Friday, 31 July – The tour ends in the USA with a stop at Sue Coletta’s Crime Writer blog. 

10 comments:

  1. Thanks for the kind mention, Bill. And thanks for your own excellent post. I think you've hit upon something critical in this book. Just as Jean Louise has to confront her own idealistic (but inaccurate) impressions, readers must do the same. We have to see these people as, well, people, instead of mythic characters. They are human beings. It's a challenge, but Lee invites us to do no less.

    I wondered about the trial, too, actually. I would have liked to see what it would have been like to see Atticus and Henry in the courtroom this time, and Jean Louise's reaction to it.
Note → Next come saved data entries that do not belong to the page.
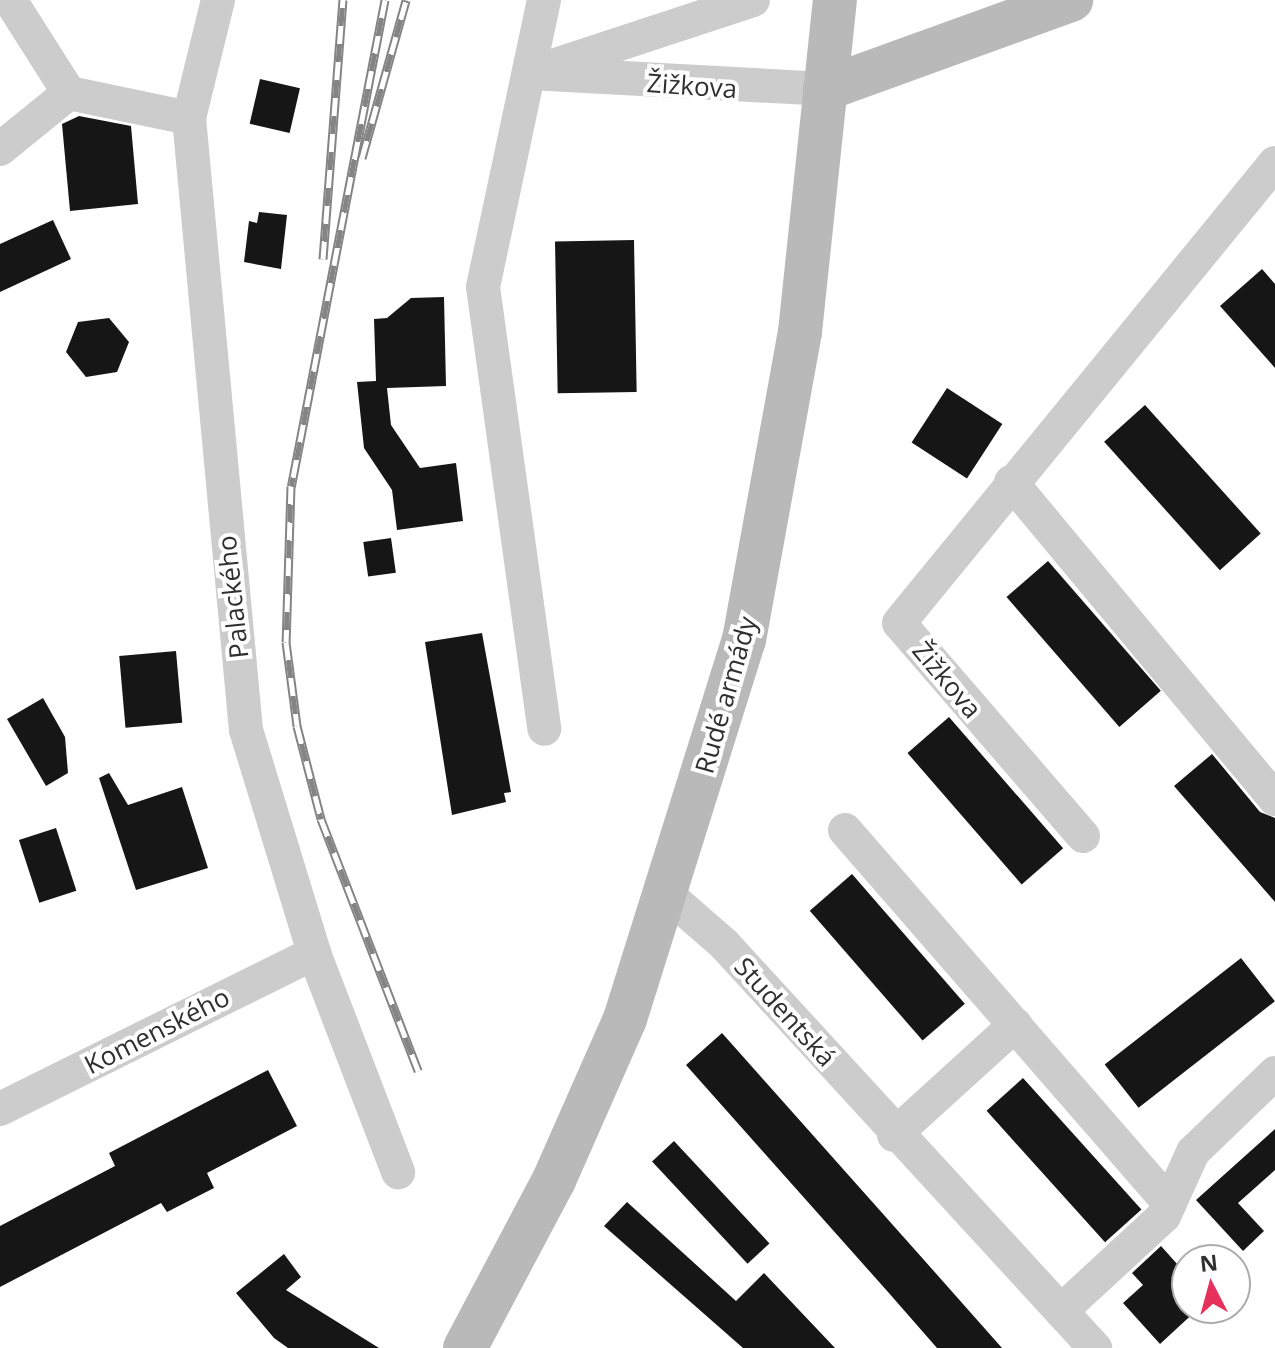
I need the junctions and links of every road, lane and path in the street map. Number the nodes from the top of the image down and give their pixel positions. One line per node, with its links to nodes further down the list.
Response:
1 (10, 0): 9 (street)
2 (218, 0): 10 (street, Palackého)
3 (544, 0): 7 (street)
4 (753, 0): 7 (street, Žižkova)
5 (835, 0): 8 (main road, Rudé armády)
6 (1071, 0): 8 (main road, Žižkova)
7 (531, 73): 8 (street, Žižkova); 14 (street)
8 (825, 89): 18 (main road, Rudé armády)
9 (69, 93): 10 (street); 11 (street)
10 (189, 118): 19 (street, Palackého)
11 (0, 149)
12 (1275, 163): 13 (street, Žižkova)
13 (1011, 482): 15 (street); 17 (street, Žižkova)
14 (544, 729)
15 (1275, 799)
16 (845, 830): 20 (street)
17 (1083, 836)
18 (669, 896): 23 (street, Studentská); 27 (main road, Rudé armády)
19 (314, 953): 22 (street, Komenského); 24 (street, Palackého)
20 (1015, 1025): 23 (street); 25 (street)
21 (1275, 1073): 25 (street)
22 (0, 1109)
23 (894, 1135): 26 (street, Studentská)
24 (398, 1172)
25 (1170, 1204): 26 (street)
26 (1061, 1311): 28 (street, Studentská)
27 (465, 1348)
28 (1095, 1348)

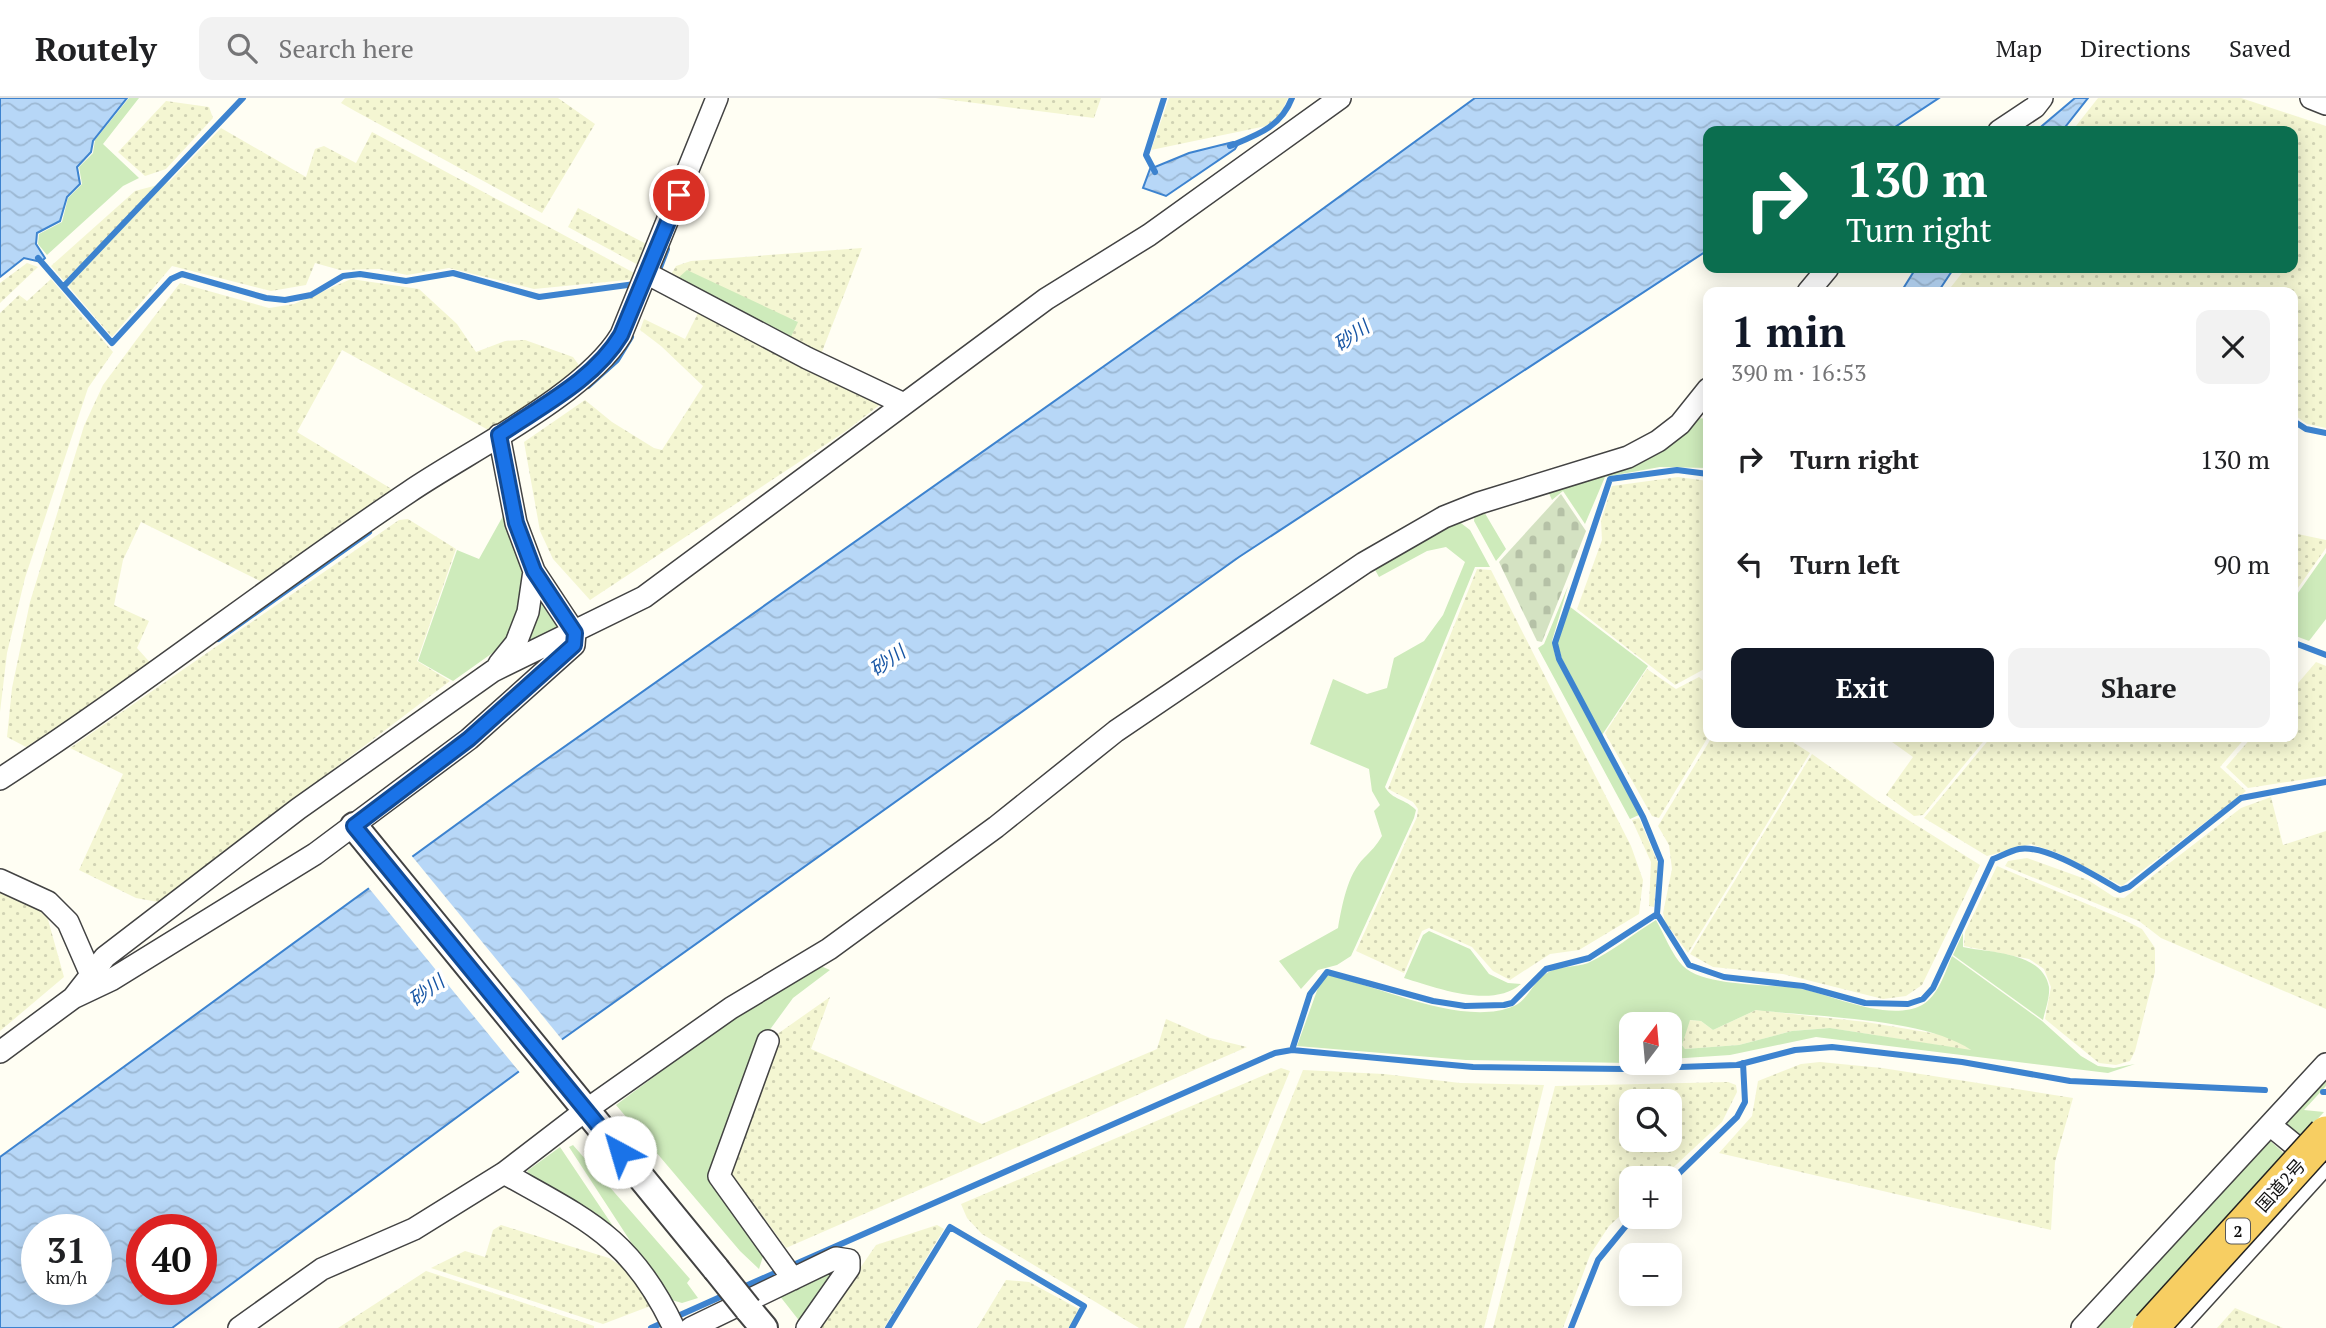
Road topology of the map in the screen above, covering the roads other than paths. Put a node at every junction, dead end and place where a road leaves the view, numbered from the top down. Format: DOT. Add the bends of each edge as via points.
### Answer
graph roads {
  1 [pos="716,98"];
  2 [pos="1340,98"];
  3 [pos="2042,98"];
  4 [pos="2311,98"];
  5 [pos="2326,104"];
  6 [pos="2006,126"];
  7 [pos="1824,273"];
  8 [pos="652,276"];
  9 [pos="1812,287"];
  10 [pos="1703,395"];
  11 [pos="902,403"];
  12 [pos="499,435"];
  13 [pos="534,571"];
  14 [pos="575,633"];
  15 [pos="493,671"];
  16 [pos="0,779"];
  17 [pos="354,826"];
  18 [pos="0,880"];
  19 [pos="94,980"];
  20 [pos="768,1041"];
  21 [pos="0,1052"];
  22 [pos="2326,1064"];
  23 [pos="586,1110"];
  24 [pos="2270,1125"];
  25 [pos="2325,1155"];
  26 [pos="504,1173"];
  27 [pos="788,1272"];
  28 [pos="756,1318"];
  29 [pos="679,1324"];
  30 [pos="239,1328"];
  31 [pos="807,1328"];
  32 [pos="2082,1328"];
  33 [pos="2150,1328"];
  34 [pos="2176,1328"];
  1 -- 8 [label="street"];
  2 -- 11 [label="street"];
  3 -- 6 [label="street"];
  4 -- 5 [label="street"];
  7 -- 9 [label="street"];
  8 -- 11 [label="street"];
  8 -- 12 [label="street" via="610,353"];
  10 -- 23 [label="street" via="1680,424 1658,441 1600,467 1444,517 1364,563 1116,731 996,827 829,949 731,1008"];
  11 -- 14 [label="street" via="644,597"];
  12 -- 13 [label="street" via="516,523"];
  12 -- 16 [label="street" via="410,491"];
  13 -- 14 [label="street"];
  13 -- 15 [label="street" via="528,612 516,643"];
  14 -- 15 [label="street"];
  14 -- 17 [label="street" via="574,645 469,739"];
  15 -- 19 [label="street" via="298,809 105,957"];
  17 -- 19 [label="street" via="262,887"];
  17 -- 23 [label="street"];
  18 -- 19 [label="street" via="48,902 68,922"];
  19 -- 21 [label="street"];
  20 -- 27 [label="street" via="719,1176"];
  22 -- 24 [label="street"];
  23 -- 26 [label="street"];
  23 -- 28 [label="street, bridge"];
  24 -- 25 [label="street"];
  24 -- 32 [label="street"];
  25 -- 33 [label="highway, 国道2号 / 2, bridge"];
  25 -- 34 [label="street"];
  26 -- 29 [label="street" via="588,1220 621,1246"];
  26 -- 30 [label="street" via="414,1229 322,1269"];
  27 -- 29 [label="street"];
  27 -- 31 [label="street" via="836,1258 849,1260 849,1268"];
}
I think it would have added to the book.

    It's interesting that you see this as a less-finished book than ...Mockingbird. I wonder if it has something to do with the fact that, as I understand it, this was a first draft for Lee.

    ReplyDelete
    Replies
    1. Margot: Thanks for your own kind words.

      As I wrote the review I could not remember another sequence of books where my expectations of a later book in the series had been so affected by how I saw the characters from an earlier book or books.

      The trial in the first book gave a focus in To Kill a Mockingbird. I believe it could have done the same here.

      Delete
  2. Great review Bill, your experiences really added something to it. I hope you *will* do another post looking at courtrooms and lawyers in the books...

    ReplyDelete
    Replies
    1. Moira: Thanks for the kind words. Both of Lee's books have connected with me personally.

      Delete
  3. Bill, I enjoyed your review and more so in context of your thoughts with regard to people's attitudes towards Canadian Indians in the 50s & 60s and your own experience as a lawyer with forty years of practice behind you. It's nice to be able to connect with a book, as you did with "Go Set A Watchman." And, "How easily do we co-exist with the watchman of our conscience?" is a question I will be asking myself when I read the book.

    ReplyDelete
    Replies
    1. Prashant: Thanks for the comment. Go Set a Watchman can be unsettling as a reader considers their own prejudices and how we live our lives.

      Delete
  4. Very nice review, Bill. Before I had seen your review and Margot's review, I had not had any plans to read Go Set a Watchman. Now I feel that it will be a worthwhile read, regardless of how I like it overall.

    ReplyDelete
    Replies
    1. TracyK: Thanks for the comment. I think you will find Go Set a Watchman an interesting book. As you grew up in the South I would be interested in your thoughts.

      Delete
  5. Great post, Bill. I was pretty skeptical of this book until I started reading the posts that are part of this tour. It's always great to read something that resonates with you. Thanks for sharing your thoughts.

    ReplyDelete
  6. RebeccaK: Thanks for the comment. It was uncomfortable resonating at times but I remain glad I read the book.